To do: Determine how many lines in the entries below contain "Route", and output that number alone.

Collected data
────────────────

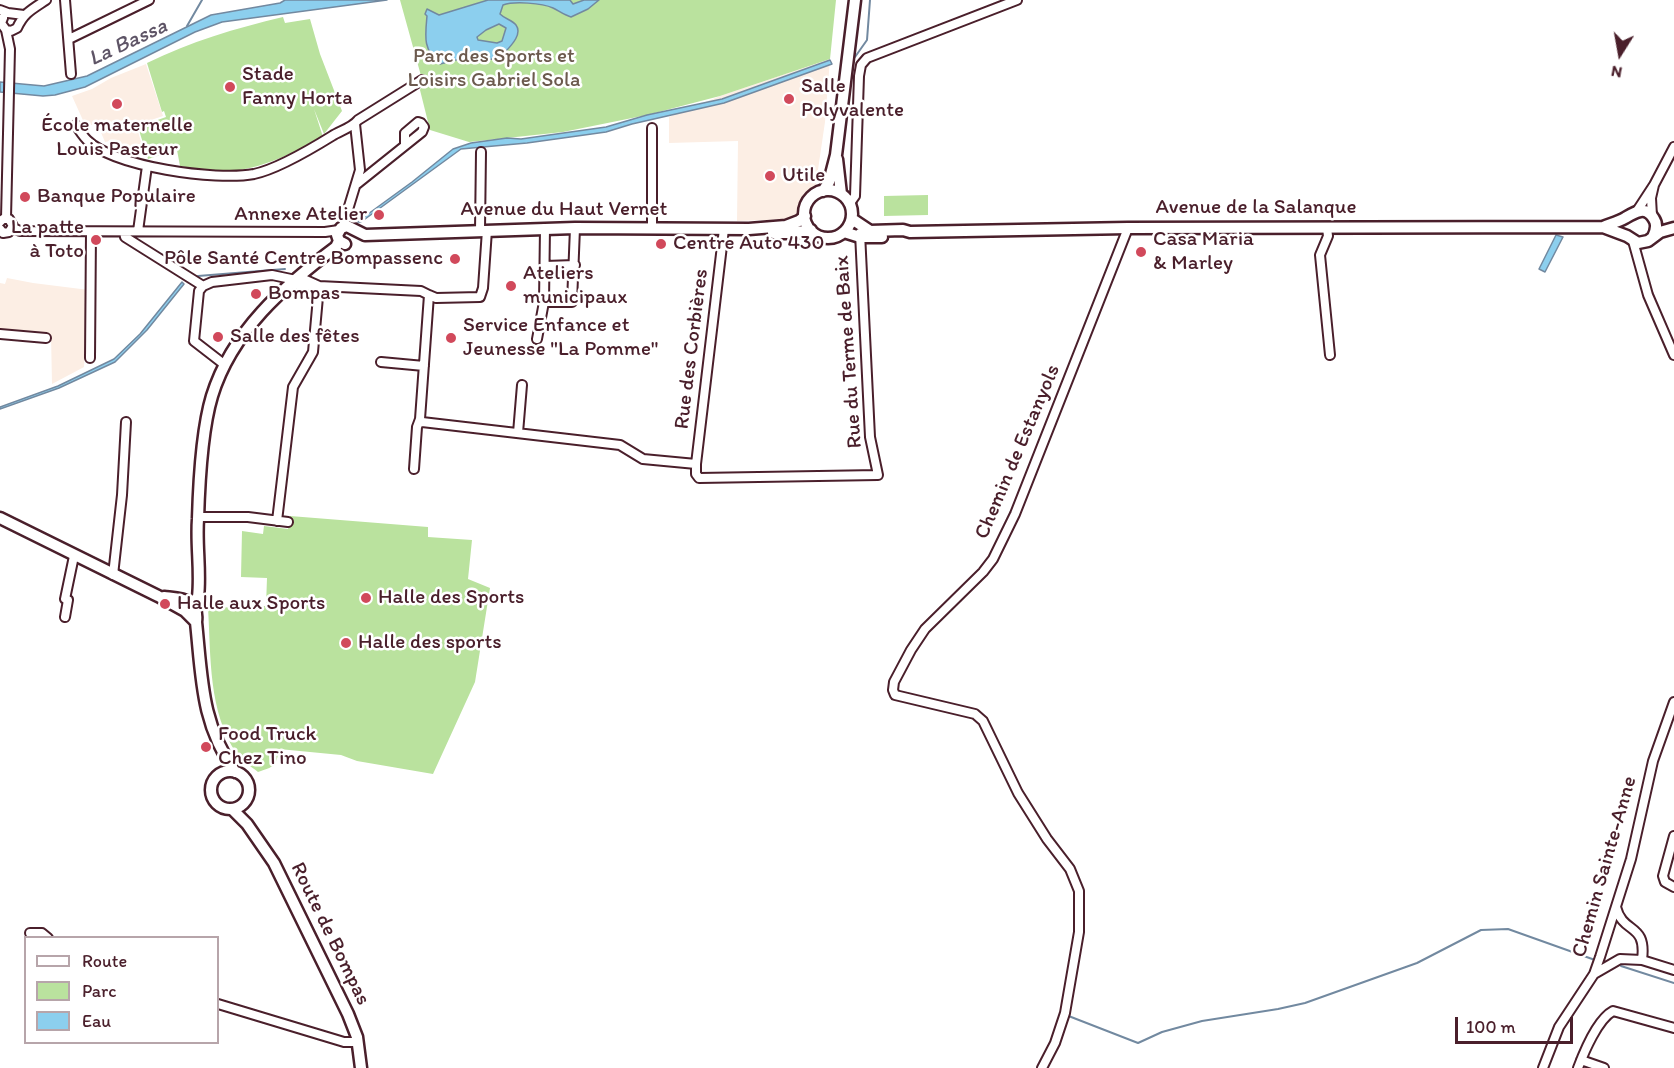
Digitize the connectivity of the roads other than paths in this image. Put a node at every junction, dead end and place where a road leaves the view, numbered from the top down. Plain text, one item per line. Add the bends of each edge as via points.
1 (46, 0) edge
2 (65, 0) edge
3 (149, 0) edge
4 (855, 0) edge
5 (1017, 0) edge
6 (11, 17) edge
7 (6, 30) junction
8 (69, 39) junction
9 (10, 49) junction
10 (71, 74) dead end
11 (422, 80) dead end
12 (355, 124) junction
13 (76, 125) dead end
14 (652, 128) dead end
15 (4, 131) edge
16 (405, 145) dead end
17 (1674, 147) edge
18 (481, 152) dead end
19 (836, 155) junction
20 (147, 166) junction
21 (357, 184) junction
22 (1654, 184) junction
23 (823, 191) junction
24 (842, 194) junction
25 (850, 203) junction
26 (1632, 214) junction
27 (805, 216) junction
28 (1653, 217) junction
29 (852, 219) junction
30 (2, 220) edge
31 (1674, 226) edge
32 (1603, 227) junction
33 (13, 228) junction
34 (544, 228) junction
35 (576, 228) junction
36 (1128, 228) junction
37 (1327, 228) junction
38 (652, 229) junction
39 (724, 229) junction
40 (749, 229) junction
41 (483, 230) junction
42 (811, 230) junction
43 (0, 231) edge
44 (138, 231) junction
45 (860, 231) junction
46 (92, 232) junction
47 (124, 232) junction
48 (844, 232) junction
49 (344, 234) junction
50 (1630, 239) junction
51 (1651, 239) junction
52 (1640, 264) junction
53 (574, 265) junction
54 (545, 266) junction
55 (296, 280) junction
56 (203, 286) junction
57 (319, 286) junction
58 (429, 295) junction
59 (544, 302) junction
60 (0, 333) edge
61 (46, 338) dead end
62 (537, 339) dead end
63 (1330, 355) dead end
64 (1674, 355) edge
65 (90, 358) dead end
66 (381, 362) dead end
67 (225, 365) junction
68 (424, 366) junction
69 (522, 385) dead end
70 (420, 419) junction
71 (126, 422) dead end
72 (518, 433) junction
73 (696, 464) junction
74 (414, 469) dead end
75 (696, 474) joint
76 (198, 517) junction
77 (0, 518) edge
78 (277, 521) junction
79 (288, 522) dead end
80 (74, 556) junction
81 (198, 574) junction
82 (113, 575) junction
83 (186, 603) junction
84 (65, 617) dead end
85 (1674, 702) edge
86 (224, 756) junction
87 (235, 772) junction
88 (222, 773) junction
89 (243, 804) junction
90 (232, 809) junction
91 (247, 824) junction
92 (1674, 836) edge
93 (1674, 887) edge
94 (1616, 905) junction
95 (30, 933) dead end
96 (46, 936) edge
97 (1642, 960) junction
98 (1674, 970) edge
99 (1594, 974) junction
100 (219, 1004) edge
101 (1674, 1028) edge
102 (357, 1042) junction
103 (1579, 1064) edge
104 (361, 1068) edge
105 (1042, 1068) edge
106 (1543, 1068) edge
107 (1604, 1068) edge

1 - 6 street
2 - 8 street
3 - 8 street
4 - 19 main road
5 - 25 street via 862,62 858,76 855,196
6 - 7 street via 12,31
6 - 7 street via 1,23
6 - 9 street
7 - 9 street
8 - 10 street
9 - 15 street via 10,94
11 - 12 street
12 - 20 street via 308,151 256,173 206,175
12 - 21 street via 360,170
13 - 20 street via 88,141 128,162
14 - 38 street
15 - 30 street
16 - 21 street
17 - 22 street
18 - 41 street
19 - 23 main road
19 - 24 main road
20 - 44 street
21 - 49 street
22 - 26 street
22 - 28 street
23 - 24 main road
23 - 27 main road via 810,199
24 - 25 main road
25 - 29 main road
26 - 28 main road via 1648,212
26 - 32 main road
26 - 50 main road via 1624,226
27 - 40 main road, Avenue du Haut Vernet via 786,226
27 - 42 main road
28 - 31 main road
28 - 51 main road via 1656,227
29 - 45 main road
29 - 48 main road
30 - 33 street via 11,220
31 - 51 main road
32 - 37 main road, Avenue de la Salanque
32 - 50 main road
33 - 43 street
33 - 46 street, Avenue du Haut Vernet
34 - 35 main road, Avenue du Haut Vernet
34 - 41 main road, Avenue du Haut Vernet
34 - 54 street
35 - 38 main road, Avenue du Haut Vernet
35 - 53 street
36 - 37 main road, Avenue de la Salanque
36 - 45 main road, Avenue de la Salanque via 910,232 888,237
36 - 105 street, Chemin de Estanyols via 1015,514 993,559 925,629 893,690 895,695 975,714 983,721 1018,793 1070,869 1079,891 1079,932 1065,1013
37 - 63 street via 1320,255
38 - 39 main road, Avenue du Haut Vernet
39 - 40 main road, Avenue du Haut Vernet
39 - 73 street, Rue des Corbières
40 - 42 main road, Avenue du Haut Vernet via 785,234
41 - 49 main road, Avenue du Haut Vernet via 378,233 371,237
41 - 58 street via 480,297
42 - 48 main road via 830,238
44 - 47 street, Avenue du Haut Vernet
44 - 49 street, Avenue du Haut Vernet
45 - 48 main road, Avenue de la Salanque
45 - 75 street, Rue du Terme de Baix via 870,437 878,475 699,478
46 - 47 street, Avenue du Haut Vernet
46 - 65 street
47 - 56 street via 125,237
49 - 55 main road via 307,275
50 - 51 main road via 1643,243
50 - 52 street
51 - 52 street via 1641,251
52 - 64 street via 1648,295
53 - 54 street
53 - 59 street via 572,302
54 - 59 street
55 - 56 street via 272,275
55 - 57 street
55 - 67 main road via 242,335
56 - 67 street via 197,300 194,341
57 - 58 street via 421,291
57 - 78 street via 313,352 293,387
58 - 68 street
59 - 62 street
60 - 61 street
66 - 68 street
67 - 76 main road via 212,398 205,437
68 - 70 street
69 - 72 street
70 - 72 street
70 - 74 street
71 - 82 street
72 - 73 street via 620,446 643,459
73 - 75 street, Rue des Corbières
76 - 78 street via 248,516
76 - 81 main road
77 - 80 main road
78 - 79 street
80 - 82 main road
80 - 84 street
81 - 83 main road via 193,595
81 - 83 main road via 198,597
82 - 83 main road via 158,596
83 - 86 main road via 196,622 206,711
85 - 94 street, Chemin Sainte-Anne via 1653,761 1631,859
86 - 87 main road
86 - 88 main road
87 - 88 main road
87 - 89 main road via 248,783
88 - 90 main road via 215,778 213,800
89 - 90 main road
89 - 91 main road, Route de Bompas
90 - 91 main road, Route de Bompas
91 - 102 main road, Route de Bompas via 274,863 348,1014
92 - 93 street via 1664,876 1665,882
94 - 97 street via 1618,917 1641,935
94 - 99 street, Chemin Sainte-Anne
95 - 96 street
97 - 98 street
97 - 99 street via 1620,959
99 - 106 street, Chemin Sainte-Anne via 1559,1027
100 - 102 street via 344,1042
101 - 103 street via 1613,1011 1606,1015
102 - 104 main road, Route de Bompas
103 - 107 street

────────────────

Solution to this problem: 4